Authors: Elizabeth Finn
As I enter the kitchen, I catch her stabbing a frozen pound of hamburger—wonder what the hamburger did to deserve that. How is it that she never learned to cook … anything? I decide to let her flounder about for a while, though, content to watch her from the kitchen table while I check my e-mail. Watching her is, as always, very satisfying, and of course, amusing. Every other word out of her mouth is some sort of admonishment directed at the food that she is torturing. She may have a great many talents, but cooking is not one of them. I can’t believe she’s survived as long as she has without a parent taking care of her. She must live out of a microwave. After her fourth
“shit!”
and a very well delivered
“fuck!”
in under a minute, I finally decide to abandon my e-mail; I’ve made little headway on it anyway, having gotten engrossed in watching her.
Rowan gets her first lesson in boiling water
before
adding the pasta, and I divert another catastrophe when I catch her poised to empty a ketchup bottle into the sauce I’m trying hard to salvage. I quickly replace the ketchup bottle with a handful of basil I’ve been chopping, and eventually, in a roundabout sort of way, we end up with spaghetti sauce or something fairly close to resembling it.
We eat in silence, and I can see by the blush of her cheeks, whenever she meets my gaze, she hasn’t forgotten about our morning together. I scroll through my e-mail while Rowan reads one of her text books. She looks amazing with her hair pulled up in a high bun and her reading glasses on. And the contentment I feel in my soul washes over my entire body, sending an incredible and pleasant shiver through me. That is until I come to an e-mail from Brighton and Brink’s office asking me to come out for a few days the weekend after next for a meeting with the partners and to meet with a real estate agent. Real estate agent? Am I really at that point in my life where I warrant the attention of real estate agents? The idea stops me in my tracks. As I look up to see Rowan across from me engrossed in her reading, my heart sinks.
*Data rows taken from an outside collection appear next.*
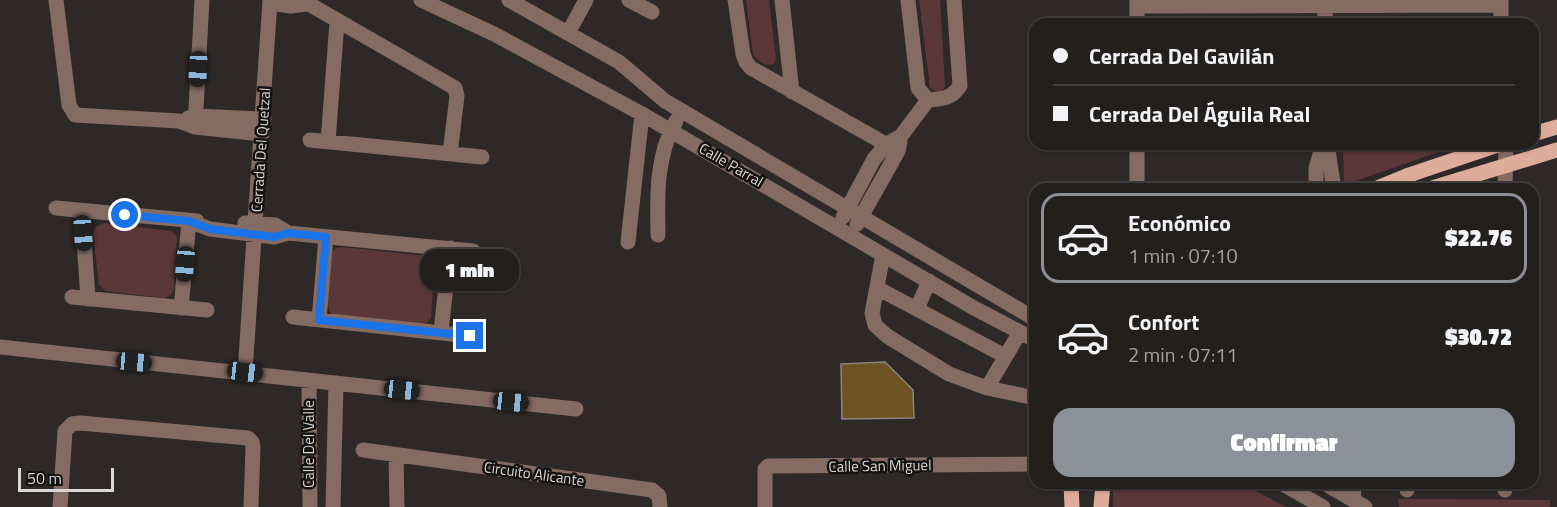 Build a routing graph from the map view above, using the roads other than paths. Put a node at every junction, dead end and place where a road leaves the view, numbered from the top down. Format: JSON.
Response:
{"nodes":[{"id":1,"x":56,"y":0,"type":"edge"},
{"id":2,"x":202,"y":0,"type":"edge"},
{"id":3,"x":421,"y":0,"type":"edge"},
{"id":4,"x":509,"y":0,"type":"edge"},
{"id":5,"x":586,"y":0,"type":"edge"},
{"id":6,"x":630,"y":0,"type":"edge"},
{"id":7,"x":735,"y":0,"type":"edge"},
{"id":8,"x":782,"y":0,"type":"edge"},
{"id":9,"x":908,"y":0,"type":"edge"},
{"id":10,"x":954,"y":0,"type":"edge"},
{"id":11,"x":270,"y":2,"type":"edge"},
{"id":12,"x":305,"y":2,"type":"edge"},
{"id":13,"x":1137,"y":3,"type":"edge"},
{"id":14,"x":1325,"y":3,"type":"edge"},
{"id":15,"x":1502,"y":3,"type":"edge"},
{"id":16,"x":652,"y":12,"type":"dead end"},
{"id":17,"x":1501,"y":18,"type":"edge"},
{"id":18,"x":337,"y":22,"type":"junction"},
{"id":19,"x":568,"y":33,"type":"junction"},
{"id":20,"x":792,"y":92,"type":"junction"},
{"id":21,"x":928,"y":100,"type":"junction"},
{"id":22,"x":682,"y":111,"type":"junction"},
{"id":23,"x":642,"y":114,"type":"junction"},
{"id":24,"x":264,"y":119,"type":"junction"},
{"id":25,"x":196,"y":122,"type":"junction"},
{"id":26,"x":1557,"y":127,"type":"edge"},
{"id":27,"x":671,"y":130,"type":"junction"},
{"id":28,"x":1539,"y":132,"type":"edge"},
{"id":29,"x":262,"y":134,"type":"junction"},
{"id":30,"x":310,"y":140,"type":"dead end"},
{"id":31,"x":328,"y":142,"type":"junction"},
{"id":32,"x":895,"y":144,"type":"junction"},
{"id":33,"x":1137,"y":150,"type":"edge"},
{"id":34,"x":1323,"y":150,"type":"edge"},
{"id":35,"x":1326,"y":150,"type":"edge"},
{"id":36,"x":1486,"y":150,"type":"edge"},
{"id":37,"x":1506,"y":150,"type":"edge"},
{"id":38,"x":1557,"y":150,"type":"edge"},
{"id":39,"x":450,"y":154,"type":"junction"},
{"id":40,"x":482,"y":157,"type":"dead end"},
{"id":41,"x":1505,"y":164,"type":"junction"},
{"id":42,"x":1408,"y":182,"type":"edge"},
{"id":43,"x":1137,"y":183,"type":"edge"},
{"id":44,"x":1316,"y":183,"type":"edge"},
{"id":45,"x":1333,"y":183,"type":"edge"},
{"id":46,"x":1447,"y":183,"type":"edge"},
{"id":47,"x":1505,"y":183,"type":"edge"},
{"id":48,"x":56,"y":208,"type":"dead end"},
{"id":49,"x":82,"y":211,"type":"junction"},
{"id":50,"x":854,"y":213,"type":"junction"},
{"id":51,"x":189,"y":221,"type":"junction"},
{"id":52,"x":255,"y":229,"type":"junction"},
{"id":53,"x":843,"y":232,"type":"junction"},
{"id":54,"x":658,"y":235,"type":"dead end"},
{"id":55,"x":326,"y":237,"type":"junction"},
{"id":56,"x":628,"y":242,"type":"dead end"},
{"id":57,"x":450,"y":248,"type":"junction"},
{"id":58,"x":474,"y":251,"type":"dead end"},
{"id":59,"x":883,"y":255,"type":"junction"},
{"id":60,"x":928,"y":281,"type":"junction"},
{"id":61,"x":877,"y":288,"type":"junction"},
{"id":62,"x":984,"y":289,"type":"junction"},
{"id":63,"x":72,"y":297,"type":"dead end"},
{"id":64,"x":88,"y":299,"type":"junction"},
{"id":65,"x":181,"y":308,"type":"junction"},
{"id":66,"x":974,"y":308,"type":"junction"},
{"id":67,"x":917,"y":309,"type":"junction"},
{"id":68,"x":207,"y":310,"type":"dead end"},
{"id":69,"x":1029,"y":315,"type":"edge"},
{"id":70,"x":293,"y":317,"type":"dead end"},
{"id":71,"x":319,"y":320,"type":"junction"},
{"id":72,"x":441,"y":332,"type":"junction"},
{"id":73,"x":960,"y":332,"type":"junction"},
{"id":74,"x":1020,"y":332,"type":"junction"},
{"id":75,"x":470,"y":336,"type":"dead end"},
{"id":76,"x":1029,"y":337,"type":"edge"},
{"id":77,"x":0,"y":347,"type":"edge"},
{"id":78,"x":1005,"y":356,"type":"junction"},
{"id":79,"x":245,"y":372,"type":"junction"},
{"id":80,"x":309,"y":381,"type":"junction"},
{"id":81,"x":336,"y":383,"type":"junction"},
{"id":82,"x":987,"y":388,"type":"junction"},
{"id":83,"x":1029,"y":397,"type":"edge"},
{"id":84,"x":576,"y":409,"type":"dead end"},
{"id":85,"x":363,"y":450,"type":"dead end"},
{"id":86,"x":396,"y":455,"type":"junction"},
{"id":87,"x":1029,"y":464,"type":"edge"},
{"id":88,"x":1071,"y":489,"type":"edge"},
{"id":89,"x":1102,"y":489,"type":"edge"},
{"id":90,"x":1292,"y":489,"type":"edge"},
{"id":91,"x":1334,"y":489,"type":"edge"},
{"id":92,"x":1355,"y":489,"type":"edge"},
{"id":93,"x":1360,"y":504,"type":"edge"},
{"id":94,"x":60,"y":507,"type":"edge"},
{"id":95,"x":251,"y":507,"type":"edge"},
{"id":96,"x":309,"y":507,"type":"edge"},
{"id":97,"x":333,"y":507,"type":"edge"},
{"id":98,"x":396,"y":507,"type":"edge"},
{"id":99,"x":660,"y":507,"type":"edge"},
{"id":100,"x":765,"y":507,"type":"edge"},
{"id":101,"x":1072,"y":507,"type":"edge"},
{"id":102,"x":1101,"y":507,"type":"edge"},
{"id":103,"x":1323,"y":507,"type":"edge"}],
"edges":[{"from":1,"to":25,"type":"street"},
{"from":2,"to":25,"type":"street"},
{"from":3,"to":23,"type":"street","name":"Calle Parral"},
{"from":4,"to":19,"type":"street","name":"Calle Parral"},
{"from":5,"to":19,"type":"street"},
{"from":6,"to":16,"type":"street"},
{"from":7,"to":20,"type":"street"},
{"from":8,"to":20,"type":"street"},
{"from":9,"to":21,"type":"street"},
{"from":10,"to":21,"type":"street"},
{"from":11,"to":12,"type":"street"},
{"from":11,"to":24,"type":"street","name":"Cerrada Del Quetzal"},
{"from":12,"to":18,"type":"street"},
{"from":13,"to":14,"type":"street"},
{"from":14,"to":15,"type":"street"},
{"from":15,"to":17,"type":"street"},
{"from":18,"to":31,"type":"street"},
{"from":18,"to":39,"type":"street"},
{"from":19,"to":22,"type":"street","name":"Calle Parral"},
{"from":20,"to":32,"type":"street"},
{"from":21,"to":32,"type":"street"},
{"from":22,"to":27,"type":"street"},
{"from":22,"to":50,"type":"street","name":"Calle Parral"},
{"from":23,"to":27,"type":"street","name":"Calle Parral"},
{"from":23,"to":56,"type":"street"},
{"from":24,"to":25,"type":"street"},
{"from":24,"to":29,"type":"street","name":"Cerrada Del Quetzal"},
{"from":25,"to":29,"type":"street"},
{"from":26,"to":28,"type":"main road"},
{"from":27,"to":53,"type":"street","name":"Calle Parral"},
{"from":27,"to":54,"type":"street"},
{"from":29,"to":52,"type":"street","name":"Cerrada Del Quetzal"},
{"from":30,"to":31,"type":"street"},
{"from":31,"to":39,"type":"street"},
{"from":32,"to":50,"type":"street"},
{"from":33,"to":43,"type":"street"},
{"from":34,"to":44,"type":"street"},
{"from":35,"to":45,"type":"street"},
{"from":36,"to":42,"type":"main road"},
{"from":37,"to":41,"type":"street"},
{"from":38,"to":41,"type":"main road"},
{"from":39,"to":40,"type":"street"},
{"from":41,"to":46,"type":"main road"},
{"from":41,"to":47,"type":"street"},
{"from":48,"to":49,"type":"street"},
{"from":49,"to":51,"type":"street"},
{"from":49,"to":64,"type":"street"},
{"from":50,"to":53,"type":"street"},
{"from":50,"to":62,"type":"street","name":"Calle Parral"},
{"from":51,"to":52,"type":"street"},
{"from":51,"to":65,"type":"street"},
{"from":52,"to":55,"type":"street"},
{"from":52,"to":79,"type":"street","name":"Cerrada Del Quetzal"},
{"from":53,"to":59,"type":"street","name":"Calle Parral"},
{"from":55,"to":57,"type":"street"},
{"from":55,"to":71,"type":"street"},
{"from":57,"to":58,"type":"street"},
{"from":57,"to":72,"type":"street"},
{"from":59,"to":60,"type":"street","name":"Calle Parral"},
{"from":59,"to":61,"type":"street"},
{"from":60,"to":66,"type":"street","name":"Calle Parral"},
{"from":60,"to":67,"type":"street"},
{"from":61,"to":67,"type":"street"},
{"from":61,"to":82,"type":"street"},
{"from":62,"to":66,"type":"street"},
{"from":62,"to":69,"type":"street","name":"Calle Parral"},
{"from":63,"to":64,"type":"street"},
{"from":64,"to":65,"type":"street"},
{"from":65,"to":68,"type":"street"},
{"from":66,"to":73,"type":"street"},
{"from":66,"to":74,"type":"street","name":"Calle Parral"},
{"from":67,"to":73,"type":"street"},
{"from":70,"to":71,"type":"street"},
{"from":71,"to":72,"type":"street"},
{"from":72,"to":75,"type":"street"},
{"from":73,"to":78,"type":"street"},
{"from":74,"to":76,"type":"street","name":"Calle Parral"},
{"from":74,"to":78,"type":"street"},
{"from":77,"to":79,"type":"street"},
{"from":78,"to":82,"type":"street"},
{"from":79,"to":80,"type":"street"},
{"from":80,"to":81,"type":"street"},
{"from":80,"to":96,"type":"street","name":"Calle Del Valle"},
{"from":81,"to":84,"type":"street"},
{"from":81,"to":97,"type":"street","name":"Calle Del Valle"},
{"from":82,"to":83,"type":"street"},
{"from":85,"to":86,"type":"street","name":"Circuito Alicante"},
{"from":86,"to":98,"type":"street"},
{"from":86,"to":99,"type":"street","name":"Circuito Alicante"},
{"from":87,"to":100,"type":"street","name":"Calle San Miguel"},
{"from":88,"to":101,"type":"main road"},
{"from":89,"to":102,"type":"main road"},
{"from":90,"to":103,"type":"street"},
{"from":91,"to":93,"type":"street"},
{"from":92,"to":93,"type":"street"},
{"from":94,"to":95,"type":"street"}]}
Dread moves through my soul, replacing the warmth I felt moments before as I contemplate leaving her yet again, and not only that, planning out this new life I will soon have with no place in it for her. What’s more, it is by my own hand, sought and struggled after for years.
She looks up at me, worry plaguing her delicate features as she sees the pained look on my face. “Logan, what’s wrong? Are you okay?”
I try my best to shake off these unwelcome feelings and give my best impression of a reassuring smile. She quite obviously doesn’t buy it and comes to me instantly, her brow furrowed in concern. She sits in my lap, placing her hands on my cheeks and kissing me tenderly. This makes my heart sink all the lower, and the furrow of her brow deepens again in concern. She glances at my laptop and the offending e-mail before I even realize it’s still up on the screen. Our breath catches in tandem, and she turns to me with a defeated look crossing her face. The look is sobering, and I understand all too well what she’s thinking… and what she’s feeling—one more glaring reminder our little game of house will soon be at an end.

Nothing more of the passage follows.